Task instructions: Output every entry exactly, from the first line to the last.

(Material for this exercise begins)

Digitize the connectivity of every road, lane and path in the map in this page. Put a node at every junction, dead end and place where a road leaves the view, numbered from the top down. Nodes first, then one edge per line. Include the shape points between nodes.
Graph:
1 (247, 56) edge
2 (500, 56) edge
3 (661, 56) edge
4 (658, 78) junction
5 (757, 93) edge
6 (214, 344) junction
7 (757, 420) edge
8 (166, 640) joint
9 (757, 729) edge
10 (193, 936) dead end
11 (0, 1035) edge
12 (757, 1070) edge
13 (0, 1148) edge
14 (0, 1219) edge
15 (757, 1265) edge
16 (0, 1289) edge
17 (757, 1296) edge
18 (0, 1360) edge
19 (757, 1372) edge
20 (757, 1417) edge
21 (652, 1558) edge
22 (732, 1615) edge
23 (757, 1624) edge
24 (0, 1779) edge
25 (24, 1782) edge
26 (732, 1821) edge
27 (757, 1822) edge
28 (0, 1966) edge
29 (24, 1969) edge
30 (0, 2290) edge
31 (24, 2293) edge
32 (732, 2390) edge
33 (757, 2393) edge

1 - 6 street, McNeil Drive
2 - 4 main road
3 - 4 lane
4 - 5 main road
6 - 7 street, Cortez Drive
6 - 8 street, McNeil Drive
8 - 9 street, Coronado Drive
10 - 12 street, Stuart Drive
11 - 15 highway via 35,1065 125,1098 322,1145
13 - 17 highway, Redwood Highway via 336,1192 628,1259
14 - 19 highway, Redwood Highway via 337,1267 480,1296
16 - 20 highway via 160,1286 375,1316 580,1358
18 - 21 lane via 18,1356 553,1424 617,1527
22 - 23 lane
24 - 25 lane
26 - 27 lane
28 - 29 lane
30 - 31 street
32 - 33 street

(Material for this exercise ends)

Answer for the task:
Digitize the connectivity of every road, lane and path in the map in this page. Put a node at every junction, dead end and place where a road leaves the view, numbered from the top down. Nodes first, then one edge per line. Include the shape points between nodes.
Graph:
1 (247, 56) edge
2 (500, 56) edge
3 (661, 56) edge
4 (658, 78) junction
5 (757, 93) edge
6 (214, 344) junction
7 (757, 420) edge
8 (166, 640) joint
9 (757, 729) edge
10 (193, 936) dead end
11 (0, 1035) edge
12 (757, 1070) edge
13 (0, 1148) edge
14 (0, 1219) edge
15 (757, 1265) edge
16 (0, 1289) edge
17 (757, 1296) edge
18 (0, 1360) edge
19 (757, 1372) edge
20 (757, 1417) edge
21 (652, 1558) edge
22 (732, 1615) edge
23 (757, 1624) edge
24 (0, 1779) edge
25 (24, 1782) edge
26 (732, 1821) edge
27 (757, 1822) edge
28 (0, 1966) edge
29 (24, 1969) edge
30 (0, 2290) edge
31 (24, 2293) edge
32 (732, 2390) edge
33 (757, 2393) edge

1 - 6 street, McNeil Drive
2 - 4 main road
3 - 4 lane
4 - 5 main road
6 - 7 street, Cortez Drive
6 - 8 street, McNeil Drive
8 - 9 street, Coronado Drive
10 - 12 street, Stuart Drive
11 - 15 highway via 35,1065 125,1098 322,1145
13 - 17 highway, Redwood Highway via 336,1192 628,1259
14 - 19 highway, Redwood Highway via 337,1267 480,1296
16 - 20 highway via 160,1286 375,1316 580,1358
18 - 21 lane via 18,1356 553,1424 617,1527
22 - 23 lane
24 - 25 lane
26 - 27 lane
28 - 29 lane
30 - 31 street
32 - 33 street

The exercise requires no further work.